Es bleiben im Innersten („vox clamantis in deserto“) die lebendigen Schatten der letzten zerbrechlichen, kompositorischen, existentiellen Zwischenräume als potentielle metaphysische Erfahrung des Verschwundenen und als zarte Präsenz des Heiligen Geistes im Innersten.

„über“ wurde von Jörg Widmann und Armin Köhler initiiert. Bei Björn Gottstein, Lydia Jeschke, François Xavier Roth, den Musikern des Orchesters, dem Team des EXPERIMENTALSTUDIOS des SWR, der Edition Peters und Stefan Conradi bedanke ich mich für die Realisation und Entwicklung des Stücks.

Mark Andre

English 

über” makes it possible for us to experience extremely fragile, compositional interstices as final traces, shadows of disappearance. A long, intense, and very special collaboration with Jörg Widmann (to whom I am extremely grateful) has allowed for conceptual and compositional interstices to develop.

Between the blessing and the blessed ­­– who are in the process of disappearing, of departure – special, tender, fragile, metaphysical interstices are developed. In “über,” various categories of compositional interstices of this development, this disappearance, are developed, integrated, embodied, incorporated between time and sound families.

The piece makes it possible for us to experience various categories of compositional, sound, temporal, structural, and situational transformations. At issue are various perspectives of observing the notated, analyzed, improvised, transformed sound situation of the clarinet.

These include:
– Improvised sound situations as notated protocol of our observations.
– The sound situations of the clarinet analyzed with “audiosculpt” and “open music” as parametric basic material of the piece. These data are not just used “mimetically,” but represented in compositional interstices structurally and morphologically, suggested, and embodied.
– The sound situations of the clarinet transformed using “soundhack” and combined with concrete answers (winds from the desert near Jerusalem, whispered names of the orchestra musicians) and instrumental responses (harp, piano, timpani, resonances) and further analyzed.
– The morphological sound identity of all this hovers and becomes extremely unstable and fragile. These sound experiences inspired also Jörg Widmann upon occasion to “mimetically” research and develop different sounds, and these are used as sound shadows by way of files in the piece, as his shadows.
– Instruments are inspired live with “files” and by the sounds of the soloist to reverberations. In this way, acoustic folds and extremely fragile interstitial spaces can be observed inside the sonic body. The sound identity and the “format” of the piece thus become fluctuating, unstable.
– The form of the piece is a kind of sound/temporal journey in the innermost between families of sounds and time on the one hand, and compositional and metaphysical spaces on the other.
– The metric lime layer allows us to hear the breathing of the series “pi.”

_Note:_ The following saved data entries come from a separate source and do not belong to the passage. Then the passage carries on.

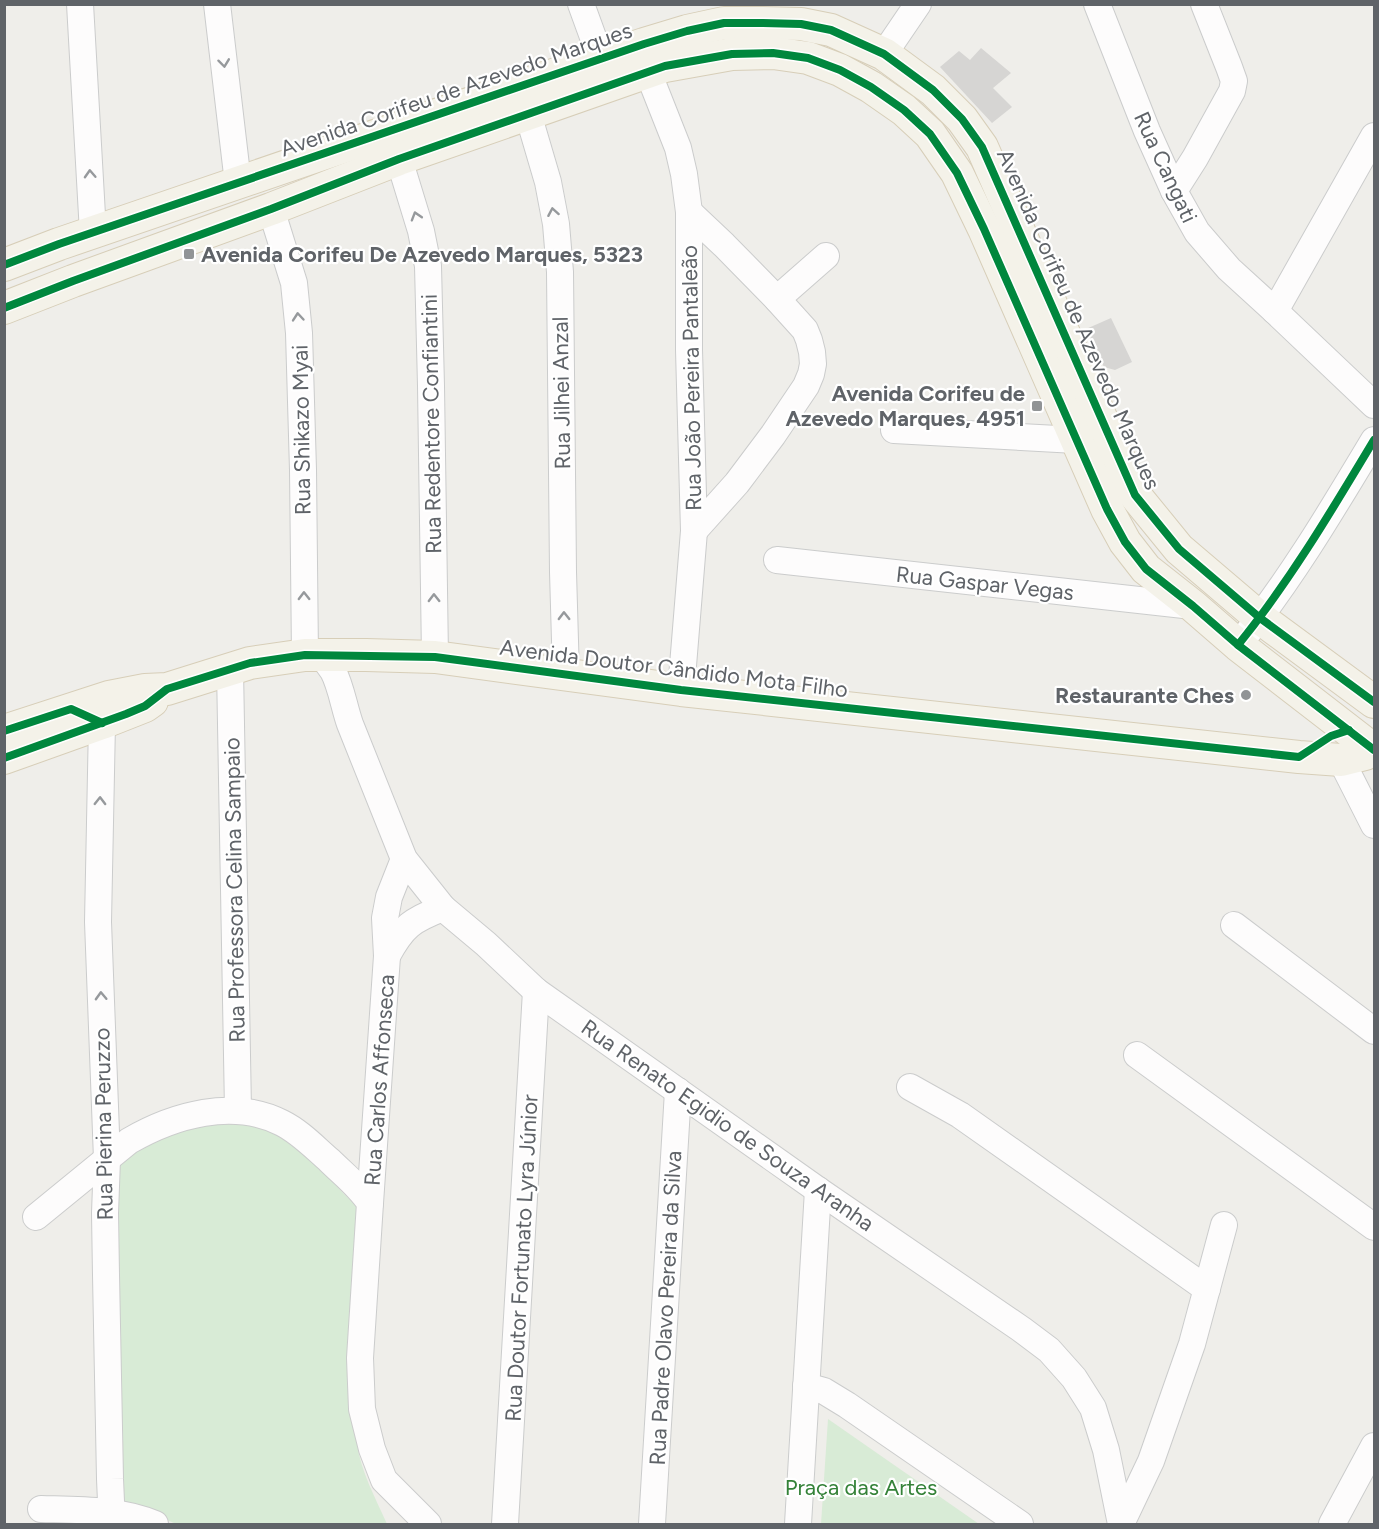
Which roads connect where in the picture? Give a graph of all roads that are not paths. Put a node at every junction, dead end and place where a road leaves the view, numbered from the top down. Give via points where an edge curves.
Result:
1 (80, 4) edge
2 (217, 4) edge
3 (581, 4) edge
4 (918, 4) edge
5 (1097, 4) edge
6 (1204, 4) edge
7 (884, 54) junction
8 (601, 59) junction
9 (648, 72) junction
10 (528, 114) junction
11 (1374, 136) edge
12 (399, 159) junction
13 (238, 183) junction
14 (1174, 191) junction
15 (271, 209) junction
16 (689, 212) junction
17 (93, 233) junction
18 (826, 256) dead end
19 (4, 265) edge
20 (777, 299) junction
21 (5, 308) edge
22 (1275, 311) junction
23 (1374, 405) edge
24 (894, 430) dead end
25 (1076, 440) junction
26 (1374, 440) edge
27 (694, 531) junction
28 (777, 561) dead end
29 (1193, 606) junction
30 (1260, 618) junction
31 (1238, 645) junction
32 (313, 654) junction
33 (366, 655) junction
34 (435, 657) junction
35 (231, 669) junction
36 (566, 675) junction
37 (167, 690) junction
38 (681, 690) junction
39 (1374, 702) edge
40 (344, 706) junction
41 (102, 723) junction
42 (4, 731) edge
43 (1368, 738) edge
44 (1299, 757) junction
45 (4, 758) edge
46 (1341, 760) junction
47 (1374, 825) edge
48 (404, 859) junction
49 (443, 908) junction
50 (1234, 925) dead end
51 (387, 956) junction
52 (536, 991) junction
53 (1374, 1031) edge
54 (1137, 1054) dead end
55 (910, 1087) dead end
56 (678, 1091) junction
57 (238, 1110) junction
58 (107, 1159) junction
59 (818, 1190) junction
60 (370, 1203) junction
61 (36, 1217) dead end
62 (1224, 1225) dead end
63 (1374, 1227) edge
64 (1207, 1289) junction
65 (806, 1386) junction
66 (1374, 1446) edge
67 (384, 1480) junction
68 (41, 1509) dead end
69 (112, 1518) edge
70 (155, 1524) edge
71 (401, 1524) edge
72 (428, 1524) edge
73 (505, 1524) edge
74 (652, 1524) edge
75 (798, 1524) edge
76 (1020, 1524) edge
77 (1121, 1524) edge
78 (1332, 1524) edge

17 -> 1 street
2 -> 13 street
3 - 8 street
4 - 7 street
5 - 14 street, Rua Cangati
6 - 14 street via 1234,81 1232,91
7 - 8 main road, Avenida Corifeu de Azevedo Marques via 831,30 801,24 724,23
7 - 30 main road, Avenida Corifeu de Azevedo Marques via 933,90 962,119 982,147 1135,495 1179,549
8 - 13 main road, Avenida Corifeu de Azevedo Marques
9 - 10 main road, Avenida Corifeu de Azevedo Marques
9 - 16 street, Rua João Pereira Pantaleão via 678,148
9 - 25 main road, Avenida Corifeu de Azevedo Marques via 732,54 773,53 808,58 840,70 904,110 930,134 957,173
10 - 12 main road, Avenida Corifeu de Azevedo Marques
36 -> 10 street, Rua Jilhei Anzal via 560,272 548,182
11 - 22 street
12 - 15 main road, Avenida Corifeu de Azevedo Marques
34 -> 12 street, Rua Redentore Confiantini via 428,266
13 - 17 main road, Avenida Corifeu de Azevedo Marques
14 - 22 street, Rua Cangati via 1197,232 1229,269
15 - 21 main road, Avenida Corifeu de Azevedo Marques
32 -> 15 street, Rua Shikazo Myai via 299,333 294,283
16 - 20 street
16 - 27 street, Rua João Pereira Pantaleão
17 - 19 main road, Avenida Corifeu de Azevedo Marques
18 - 20 street
20 - 27 street via 805,330 812,352 811,374 773,435
22 - 23 street, Rua Cangati
24 - 25 street
25 - 29 main road, Avenida Corifeu de Azevedo Marques via 1125,542 1146,569
26 - 30 street
27 - 38 street, Rua João Pereira Pantaleão
28 - 29 street, Rua Gaspar Vegas
29 - 31 main road, Avenida Corifeu de Azevedo Marques
30 - 31 street
30 - 39 main road, Avenida Corifeu de Azevedo Marques
31 - 43 main road, Avenida Corifeu de Azevedo Marques
32 - 33 main road, Avenida Doutor Cândido Mota Filho
32 - 35 main road, Avenida Doutor Cândido Mota Filho
32 - 40 street, Rua Renato Egidio de Souza Aranha via 336,678
33 - 34 main road, Avenida Doutor Cândido Mota Filho
33 - 40 street via 356,668
34 - 36 main road, Avenida Doutor Cândido Mota Filho
35 - 37 main road, Avenida Doutor Cândido Mota Filho
35 - 57 street, Rua Professora Celina Sampaio
36 - 38 main road, Avenida Doutor Cândido Mota Filho
37 - 41 main road, Avenida Doutor Cândido Mota Filho via 145,706
37 - 42 main road, Avenida Doutor Cândido Mota Filho via 109,697
38 - 44 main road, Avenida Doutor Cândido Mota Filho
40 - 48 street, Rua Renato Egidio de Souza Aranha
41 - 45 main road, Avenida Doutor Cândido Mota Filho
58 -> 41 street, Rua Pierina Peruzzo via 98,922
43 - 44 main road via 1331,736
43 - 46 main road, Avenida Doutor Cândido Mota Filho via 1365,754
44 - 46 main road, Avenida Doutor Cândido Mota Filho
46 - 47 street
48 - 49 street, Rua Renato Egidio de Souza Aranha
48 - 51 street, Rua Carlos Affonseca via 385,918
49 - 51 street, Rua Carlos Affonseca via 411,923 397,937
49 - 52 street, Rua Renato Egidio de Souza Aranha
50 - 53 street
51 - 60 street, Rua Carlos Affonseca
52 - 56 street, Rua Renato Egidio de Souza Aranha
52 - 73 street, Rua Doutor Fortunato Lyra Júnior
54 - 63 street
55 - 64 street via 960,1115
56 - 59 street, Rua Renato Egidio de Souza Aranha
56 - 74 street, Rua Padre Olavo Pereira da Silva
57 - 58 street via 215,1111 162,1125 129,1141
57 - 60 street via 263,1115 306,1139
58 - 61 street
58 - 69 street, Rua Pierina Peruzzo
59 - 65 street
59 - 77 street, Rua Renato Egidio de Souza Aranha via 1049,1350 1093,1408
60 - 67 street via 360,1358 362,1409
62 - 64 street
64 - 77 street via 1151,1461
65 - 75 street
65 - 76 street via 824,1390
66 - 78 street
67 - 71 street
67 - 72 street
68 - 69 street via 83,1510
69 - 70 street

The structural movements become ever stronger, ever more present and more fragilely embodied as interstitial spaces. The frontal arrangement amplifies the fragility, the vertical suspension of the sound/time body in a state of departure, disappearance. The form of “über” is thus a kind of sonic communion.

In the innermost (vox clamantis in deserto), the live shadows of the last fragile, compositional, existential interstices as a potential metaphysical experience of what has disappeared and the tender presence of the Holy Spirit.

über was initiated by Jörg Widmann and Armin Köhler. My thanks to Björn Gottstein, Lydia Jeschke, François Xavier Roth, the orchestra musicians, the team at SWR EXPERIMENTAL STUDIOS, Edition Peters and Stefan Conradi for the realization and development of the piece.